YOUR INSTRUCTIONS
Whenever a line in the material below includes "nodes", copy that line.

********************

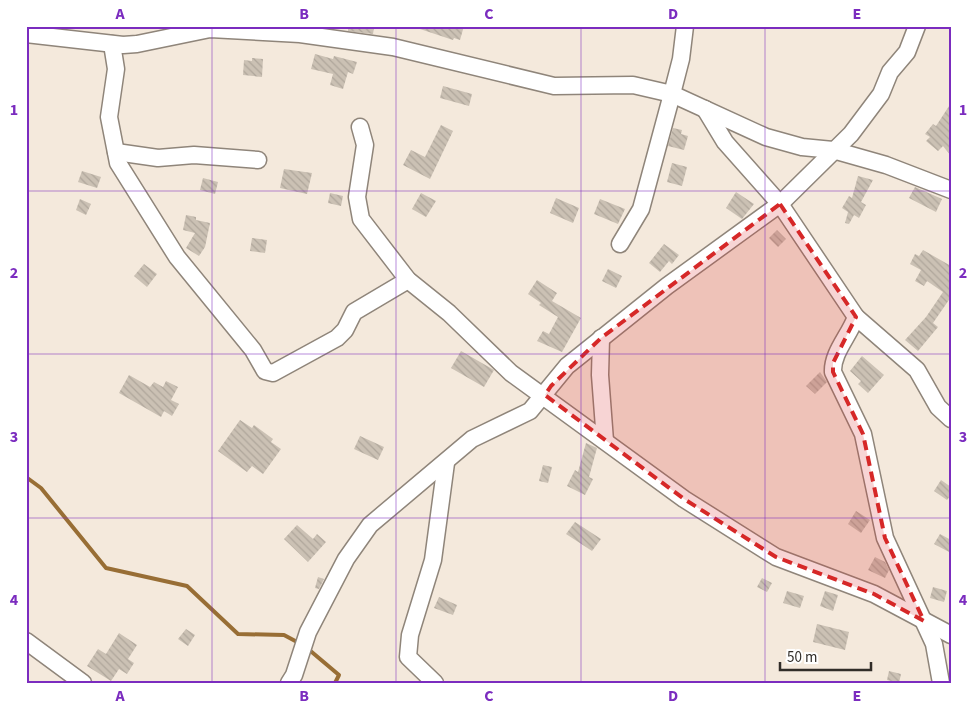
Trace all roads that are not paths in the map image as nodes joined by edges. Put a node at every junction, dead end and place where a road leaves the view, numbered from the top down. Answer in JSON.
{"nodes":[{"id":1,"x":685,"y":26,"type":"edge"},
{"id":2,"x":917,"y":26,"type":"edge"},
{"id":3,"x":266,"y":29,"type":"edge"},
{"id":4,"x":26,"y":34,"type":"edge"},
{"id":5,"x":112,"y":44,"type":"junction"},
{"id":6,"x":672,"y":94,"type":"junction"},
{"id":7,"x":704,"y":109,"type":"junction"},
{"id":8,"x":360,"y":127,"type":"dead end"},
{"id":9,"x":833,"y":150,"type":"junction"},
{"id":10,"x":116,"y":152,"type":"junction"},
{"id":11,"x":258,"y":160,"type":"dead end"},
{"id":12,"x":951,"y":190,"type":"edge"},
{"id":13,"x":780,"y":204,"type":"junction"},
{"id":14,"x":620,"y":244,"type":"dead end"},
{"id":15,"x":408,"y":280,"type":"junction"},
{"id":16,"x":856,"y":317,"type":"junction"},
{"id":17,"x":601,"y":338,"type":"junction"},
{"id":18,"x":544,"y":396,"type":"junction"},
{"id":19,"x":951,"y":419,"type":"edge"},
{"id":20,"x":605,"y":441,"type":"junction"},
{"id":21,"x":446,"y":462,"type":"junction"},
{"id":22,"x":924,"y":621,"type":"junction"},
{"id":23,"x":951,"y":635,"type":"edge"},
{"id":24,"x":26,"y":641,"type":"edge"},
{"id":25,"x":83,"y":683,"type":"edge"},
{"id":26,"x":289,"y":683,"type":"edge"},
{"id":27,"x":435,"y":683,"type":"edge"},
{"id":28,"x":941,"y":683,"type":"edge"}],
"edges":[{"from":1,"to":6,"type":"street"},
{"from":2,"to":9,"type":"street"},
{"from":3,"to":5,"type":"street"},
{"from":3,"to":6,"type":"street"},
{"from":4,"to":5,"type":"street"},
{"from":5,"to":10,"type":"street"},
{"from":6,"to":7,"type":"street"},
{"from":6,"to":14,"type":"street"},
{"from":7,"to":9,"type":"street"},
{"from":7,"to":13,"type":"street"},
{"from":8,"to":15,"type":"street"},
{"from":9,"to":12,"type":"street"},
{"from":9,"to":13,"type":"street"},
{"from":10,"to":11,"type":"street"},
{"from":10,"to":15,"type":"street"},
{"from":13,"to":16,"type":"street"},
{"from":13,"to":17,"type":"street"},
{"from":15,"to":18,"type":"street"},
{"from":16,"to":19,"type":"street"},
{"from":16,"to":22,"type":"street"},
{"from":17,"to":18,"type":"street"},
{"from":17,"to":20,"type":"street"},
{"from":18,"to":20,"type":"street"},
{"from":18,"to":21,"type":"street"},
{"from":20,"to":22,"type":"street"},
{"from":21,"to":26,"type":"street"},
{"from":21,"to":27,"type":"street"},
{"from":22,"to":23,"type":"street"},
{"from":22,"to":28,"type":"street"},
{"from":24,"to":25,"type":"street"}]}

********************

YOUR SOLUTION
Trace all roads that are not paths in the map image as nodes joined by edges. Put a node at every junction, dead end and place where a road leaves the view, numbered from the top down. Answer in JSON.
{"nodes":[{"id":1,"x":685,"y":26,"type":"edge"},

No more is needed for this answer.